| WHAT THIS TASK INVOLVES |
The response must consist of every line of the listing, reproduced verbatim.
*** AVAILABLE DATA Section Begins ***
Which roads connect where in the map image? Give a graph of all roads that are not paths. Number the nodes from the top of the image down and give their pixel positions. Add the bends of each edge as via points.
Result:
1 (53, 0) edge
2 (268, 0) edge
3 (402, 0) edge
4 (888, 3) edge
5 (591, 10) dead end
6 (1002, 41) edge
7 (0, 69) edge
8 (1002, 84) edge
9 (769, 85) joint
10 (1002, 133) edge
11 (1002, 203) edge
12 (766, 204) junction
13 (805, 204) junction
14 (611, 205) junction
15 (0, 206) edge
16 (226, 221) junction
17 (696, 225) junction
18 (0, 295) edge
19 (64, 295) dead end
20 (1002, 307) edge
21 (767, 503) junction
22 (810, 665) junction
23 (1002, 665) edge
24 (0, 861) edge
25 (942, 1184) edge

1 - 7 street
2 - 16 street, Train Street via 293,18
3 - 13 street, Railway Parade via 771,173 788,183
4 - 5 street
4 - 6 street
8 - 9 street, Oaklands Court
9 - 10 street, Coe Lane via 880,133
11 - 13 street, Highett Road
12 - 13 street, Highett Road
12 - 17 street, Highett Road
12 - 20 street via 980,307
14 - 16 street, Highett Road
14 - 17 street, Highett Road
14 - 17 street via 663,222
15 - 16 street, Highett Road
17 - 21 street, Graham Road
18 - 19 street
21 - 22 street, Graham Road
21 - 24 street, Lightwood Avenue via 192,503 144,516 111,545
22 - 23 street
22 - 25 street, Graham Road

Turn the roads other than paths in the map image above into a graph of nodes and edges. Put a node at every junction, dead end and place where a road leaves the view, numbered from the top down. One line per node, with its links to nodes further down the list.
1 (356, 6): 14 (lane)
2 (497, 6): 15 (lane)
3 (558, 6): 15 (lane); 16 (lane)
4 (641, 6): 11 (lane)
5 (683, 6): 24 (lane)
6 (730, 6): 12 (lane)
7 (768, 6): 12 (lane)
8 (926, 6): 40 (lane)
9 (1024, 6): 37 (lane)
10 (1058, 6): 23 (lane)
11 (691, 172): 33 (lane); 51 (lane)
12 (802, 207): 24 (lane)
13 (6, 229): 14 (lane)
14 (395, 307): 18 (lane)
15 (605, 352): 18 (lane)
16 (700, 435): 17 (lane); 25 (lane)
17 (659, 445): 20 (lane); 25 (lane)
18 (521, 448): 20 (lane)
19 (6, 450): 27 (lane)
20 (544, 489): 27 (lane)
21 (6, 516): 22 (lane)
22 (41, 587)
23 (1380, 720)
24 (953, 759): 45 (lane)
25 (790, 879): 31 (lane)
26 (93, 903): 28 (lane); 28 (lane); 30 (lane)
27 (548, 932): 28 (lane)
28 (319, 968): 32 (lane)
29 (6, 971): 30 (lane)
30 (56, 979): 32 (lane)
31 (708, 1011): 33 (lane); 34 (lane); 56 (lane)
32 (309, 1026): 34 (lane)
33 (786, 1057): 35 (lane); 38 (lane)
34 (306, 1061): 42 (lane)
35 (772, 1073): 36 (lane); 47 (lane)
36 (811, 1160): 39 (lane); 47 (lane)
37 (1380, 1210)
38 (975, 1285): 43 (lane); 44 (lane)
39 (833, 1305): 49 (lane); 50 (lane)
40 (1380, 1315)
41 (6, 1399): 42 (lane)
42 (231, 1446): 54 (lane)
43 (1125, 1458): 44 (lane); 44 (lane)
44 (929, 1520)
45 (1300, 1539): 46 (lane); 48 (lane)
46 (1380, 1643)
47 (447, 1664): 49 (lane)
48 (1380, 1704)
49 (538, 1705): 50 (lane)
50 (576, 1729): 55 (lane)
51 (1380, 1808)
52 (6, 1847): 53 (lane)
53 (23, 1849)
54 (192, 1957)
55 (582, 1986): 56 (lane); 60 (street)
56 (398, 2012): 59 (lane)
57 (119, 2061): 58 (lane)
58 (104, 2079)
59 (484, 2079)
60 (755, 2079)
*** AVAILABLE DATA Section Ends ***
| RESULT OF THE TASK |
Which roads connect where in the map image? Give a graph of all roads that are not paths. Number the nodes from the top of the image down and give their pixel positions. Add the bends of each edge as via points.
Result:
1 (53, 0) edge
2 (268, 0) edge
3 (402, 0) edge
4 (888, 3) edge
5 (591, 10) dead end
6 (1002, 41) edge
7 (0, 69) edge
8 (1002, 84) edge
9 (769, 85) joint
10 (1002, 133) edge
11 (1002, 203) edge
12 (766, 204) junction
13 (805, 204) junction
14 (611, 205) junction
15 (0, 206) edge
16 (226, 221) junction
17 (696, 225) junction
18 (0, 295) edge
19 (64, 295) dead end
20 (1002, 307) edge
21 (767, 503) junction
22 (810, 665) junction
23 (1002, 665) edge
24 (0, 861) edge
25 (942, 1184) edge

1 - 7 street
2 - 16 street, Train Street via 293,18
3 - 13 street, Railway Parade via 771,173 788,183
4 - 5 street
4 - 6 street
8 - 9 street, Oaklands Court
9 - 10 street, Coe Lane via 880,133
11 - 13 street, Highett Road
12 - 13 street, Highett Road
12 - 17 street, Highett Road
12 - 20 street via 980,307
14 - 16 street, Highett Road
14 - 17 street, Highett Road
14 - 17 street via 663,222
15 - 16 street, Highett Road
17 - 21 street, Graham Road
18 - 19 street
21 - 22 street, Graham Road
21 - 24 street, Lightwood Avenue via 192,503 144,516 111,545
22 - 23 street
22 - 25 street, Graham Road

Turn the roads other than paths in the map image above into a graph of nodes and edges. Put a node at every junction, dead end and place where a road leaves the view, numbered from the top down. One line per node, with its links to nodes further down the list.
1 (356, 6): 14 (lane)
2 (497, 6): 15 (lane)
3 (558, 6): 15 (lane); 16 (lane)
4 (641, 6): 11 (lane)
5 (683, 6): 24 (lane)
6 (730, 6): 12 (lane)
7 (768, 6): 12 (lane)
8 (926, 6): 40 (lane)
9 (1024, 6): 37 (lane)
10 (1058, 6): 23 (lane)
11 (691, 172): 33 (lane); 51 (lane)
12 (802, 207): 24 (lane)
13 (6, 229): 14 (lane)
14 (395, 307): 18 (lane)
15 (605, 352): 18 (lane)
16 (700, 435): 17 (lane); 25 (lane)
17 (659, 445): 20 (lane); 25 (lane)
18 (521, 448): 20 (lane)
19 (6, 450): 27 (lane)
20 (544, 489): 27 (lane)
21 (6, 516): 22 (lane)
22 (41, 587)
23 (1380, 720)
24 (953, 759): 45 (lane)
25 (790, 879): 31 (lane)
26 (93, 903): 28 (lane); 28 (lane); 30 (lane)
27 (548, 932): 28 (lane)
28 (319, 968): 32 (lane)
29 (6, 971): 30 (lane)
30 (56, 979): 32 (lane)
31 (708, 1011): 33 (lane); 34 (lane); 56 (lane)
32 (309, 1026): 34 (lane)
33 (786, 1057): 35 (lane); 38 (lane)
34 (306, 1061): 42 (lane)
35 (772, 1073): 36 (lane); 47 (lane)
36 (811, 1160): 39 (lane); 47 (lane)
37 (1380, 1210)
38 (975, 1285): 43 (lane); 44 (lane)
39 (833, 1305): 49 (lane); 50 (lane)
40 (1380, 1315)
41 (6, 1399): 42 (lane)
42 (231, 1446): 54 (lane)
43 (1125, 1458): 44 (lane); 44 (lane)
44 (929, 1520)
45 (1300, 1539): 46 (lane); 48 (lane)
46 (1380, 1643)
47 (447, 1664): 49 (lane)
48 (1380, 1704)
49 (538, 1705): 50 (lane)
50 (576, 1729): 55 (lane)
51 (1380, 1808)
52 (6, 1847): 53 (lane)
53 (23, 1849)
54 (192, 1957)
55 (582, 1986): 56 (lane); 60 (street)
56 (398, 2012): 59 (lane)
57 (119, 2061): 58 (lane)
58 (104, 2079)
59 (484, 2079)
60 (755, 2079)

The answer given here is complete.